MirrorCode evaluates AI’s long-horizon coding capabilities with 22 open-source tasks
Let us take a look at a benchmark that may reshape how you think about the AI assistants already living inside your WordPress editor.

What the benchmark actually measures
Firstly, the setup is deliberately harsh. Each AI agent receives only a program's behavior — its inputs and outputs — never the source code. The agent must then build a functional replica in any language it chooses, and every reimplementation is judged through hundreds to thousands of end-to-end tests requiring exact output matching. There is no partial credit, no "close enough" rounding. This is not the same as asking an AI to draft a shortcode for you; this is asking it to engineer a whole application from scratch.

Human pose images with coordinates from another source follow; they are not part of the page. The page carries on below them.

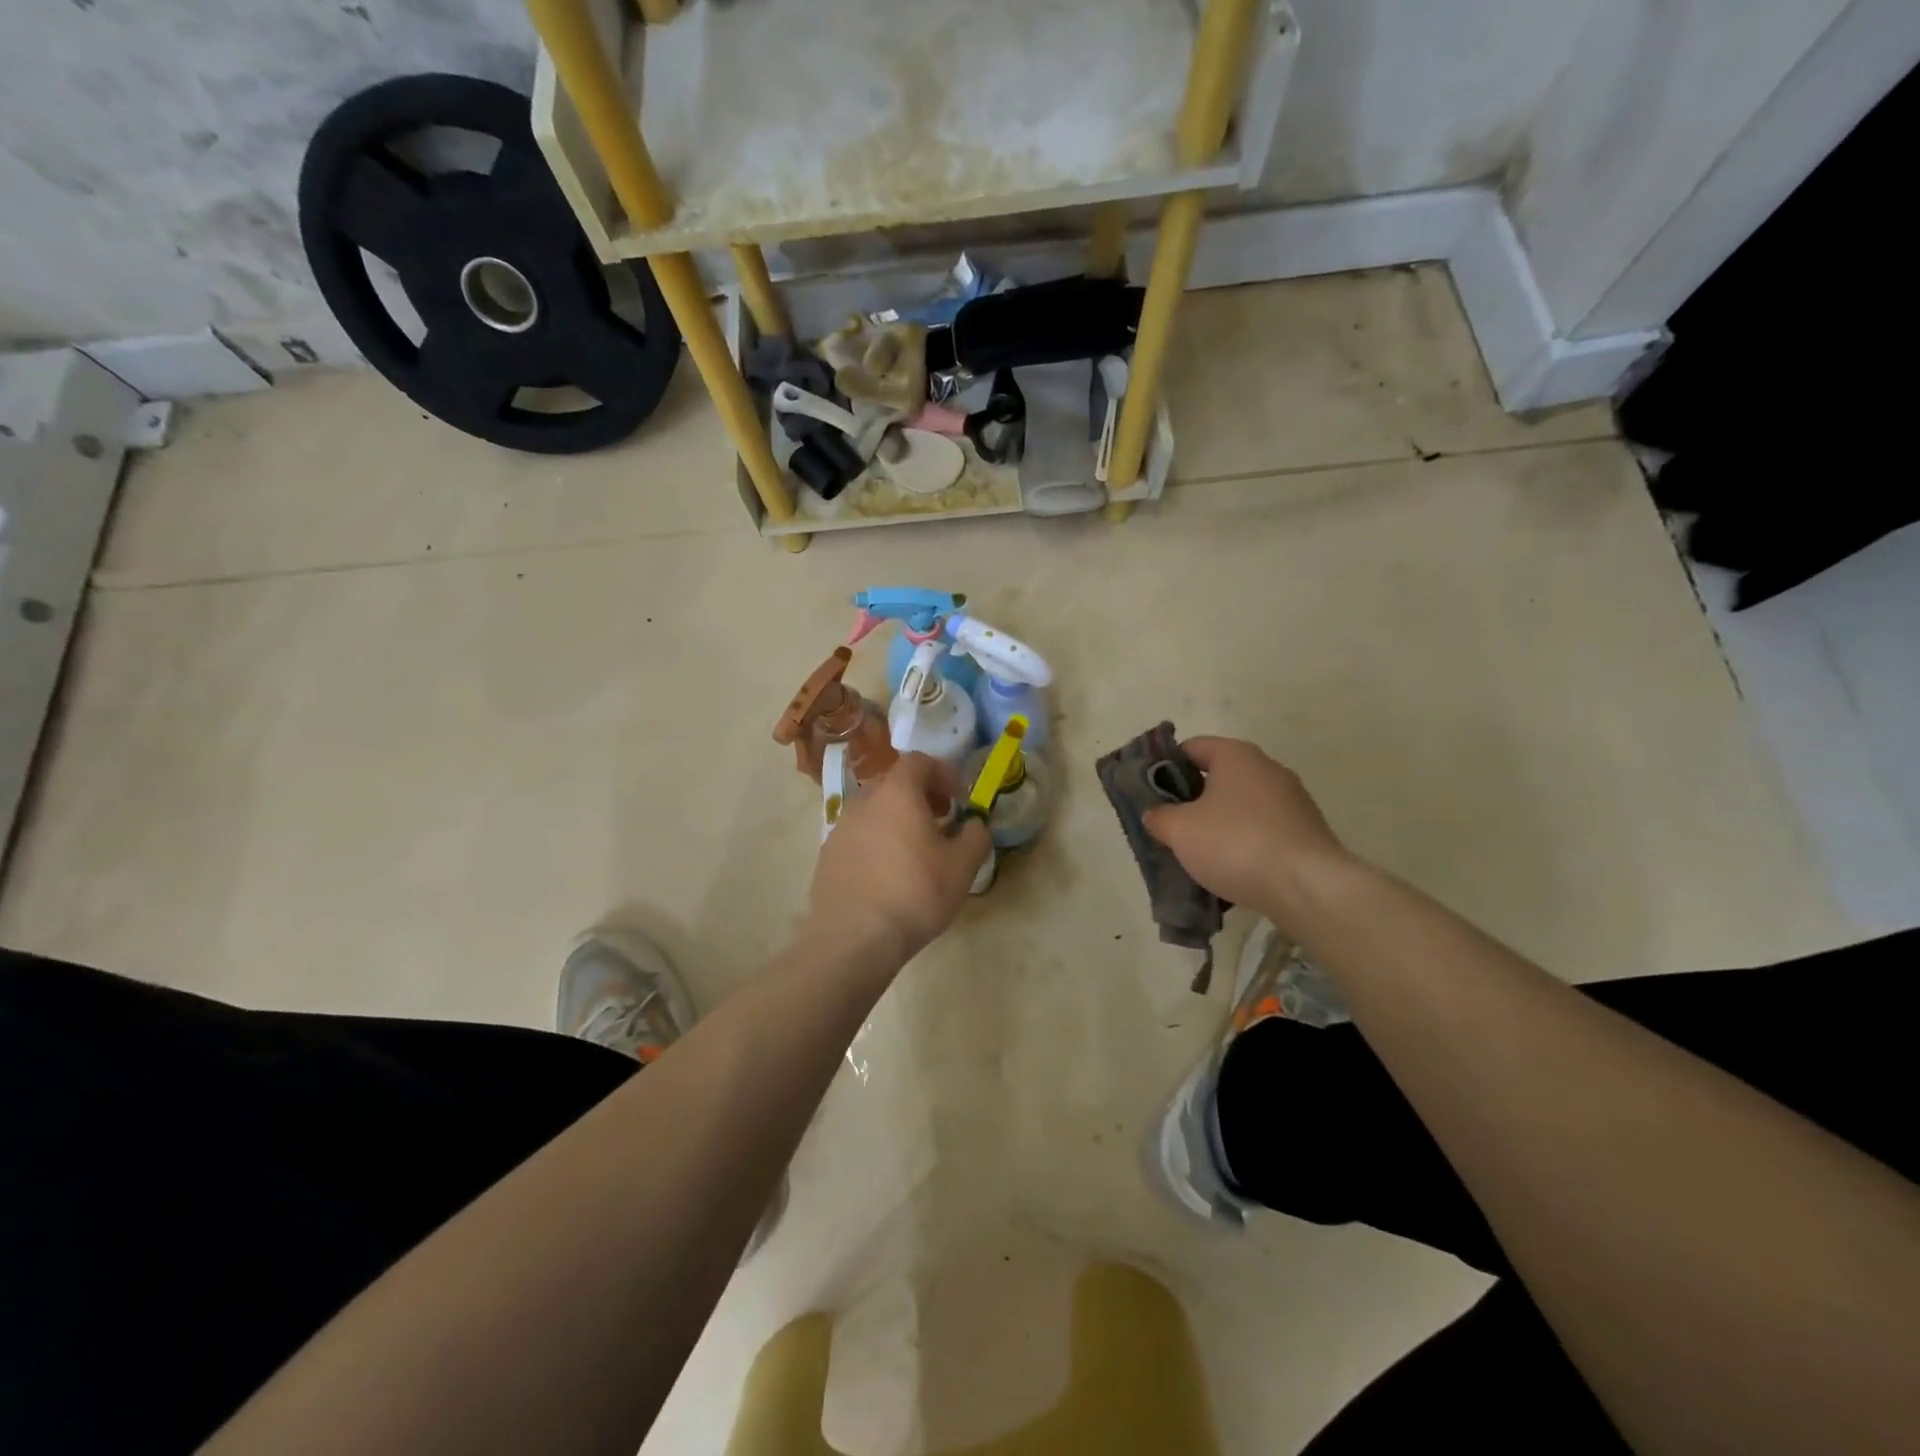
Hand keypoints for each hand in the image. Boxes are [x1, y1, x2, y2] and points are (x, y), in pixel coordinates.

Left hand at [805, 753, 990, 963]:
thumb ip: (976, 836)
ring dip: (898, 820)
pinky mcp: (827, 856)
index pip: (918, 761)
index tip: (959, 798)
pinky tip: (888, 876)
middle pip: (895, 784)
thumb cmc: (915, 893)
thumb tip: (975, 824)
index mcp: (897, 792)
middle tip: (942, 822)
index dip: (943, 773)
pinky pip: (859, 836)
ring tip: (916, 852)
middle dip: (922, 796)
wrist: (854, 938)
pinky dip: (878, 842)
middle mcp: (863, 801)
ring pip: (875, 811)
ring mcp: (840, 828)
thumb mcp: (962, 866)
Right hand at [1143, 737, 1353, 916]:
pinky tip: (1230, 873)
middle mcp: (1267, 769)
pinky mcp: (1305, 833)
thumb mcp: (1179, 830)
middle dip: (1190, 803)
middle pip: (1216, 779)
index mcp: (1236, 755)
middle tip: (1168, 828)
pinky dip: (1242, 847)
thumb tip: (1156, 815)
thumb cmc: (1236, 844)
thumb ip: (1158, 817)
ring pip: (1239, 808)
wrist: (1309, 888)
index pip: (1191, 748)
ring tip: (1196, 857)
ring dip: (1216, 828)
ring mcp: (1292, 801)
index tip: (1150, 795)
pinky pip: (1261, 833)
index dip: (1165, 767)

The standout result belongs to Claude Opus 4.6, which tackled gotree, an open-source bioinformatics toolkit written in Go. The original program clocks in at roughly 16,000 lines of code. Claude rebuilt it in Rust, condensing it to around 7,700 lines while passing 99.95% of 2,001 tests — a single failed test out of two thousand. METR and Epoch AI estimated that a human engineer would spend somewhere between 2 and 17 weeks on the same task, and Claude completed it within a token budget of up to 1 billion. Notably, performance scaled directly with that budget: the more room the model had to think, the better it performed.
What this means for your WordPress workflow
Let us connect those numbers to the panel toggles and block inspectors you open every day. Today's commercial AI coding assistants — the ones bolted into VS Code, JetBrains, or your favorite plugin generator — mostly autocomplete functions and suggest snippets. MirrorCode demonstrates that the underlying models are capable of something far more ambitious: autonomous engineering at the scale of entire applications. That gap between "suggest a hook" and "ship a working plugin" is narrowing, and if you build custom Gutenberg blocks or WooCommerce extensions for clients, it is worth planning for that shift now rather than later.
However, the benchmark also draws a clear boundary. Larger, more complex programs like Pkl remained unsolved under the tested limits, which is a useful reminder that WordPress core itself — with its decades of PHP quirks, database abstractions, and backward-compatibility promises — is a different beast from a standalone CLI tool. The AI can reimplement a 7,700-line Rust program; it cannot yet reimplement a system shaped by millions of lines of legacy decisions. Consequently, treat AI output as a junior teammate who is brilliant on isolated tasks and unreliable on system-wide rewrites.
What to watch — and what to budget for
There is a cost dimension worth flagging before you unleash an agent on a client site. The correlation between token budget and performance means compute expenses scale with ambition. Running a billion tokens through a frontier model is not cheap, and the economics only pencil out if the output reliably replaces a chunk of human effort. Run a pilot on a staging environment first and measure tokens spent against hours saved; the math will tell you quickly whether the workflow holds.
Two adjacent developments reinforce this picture. Open-source AI coding platform Kilo Code was named a "Cool Vendor" by Gartner in its 2026 AI Coding Agents report, with the company reporting more than 3 million developers using the platform to route work across more than 500 models through a centralized gateway. Meanwhile, The Hacker News has flagged GuardFall, a class of shell injection vulnerabilities in open-source AI coding agents that stem from decades-old patterns resurfacing in agent pipelines. Together these stories tell us the category is maturing fast, and so are its risks.
Here is what we have established: MirrorCode shows AI can reimplement substantial software from scratch when given enough token budget, but it cannot yet handle the largest, most complex systems. For your WordPress work, that translates into a practical playbook — pilot AI on self-contained plugins first, measure tokens against hours saved, keep humans in the loop for anything touching core or production data, and watch the security advisories as closely as you watch the feature releases.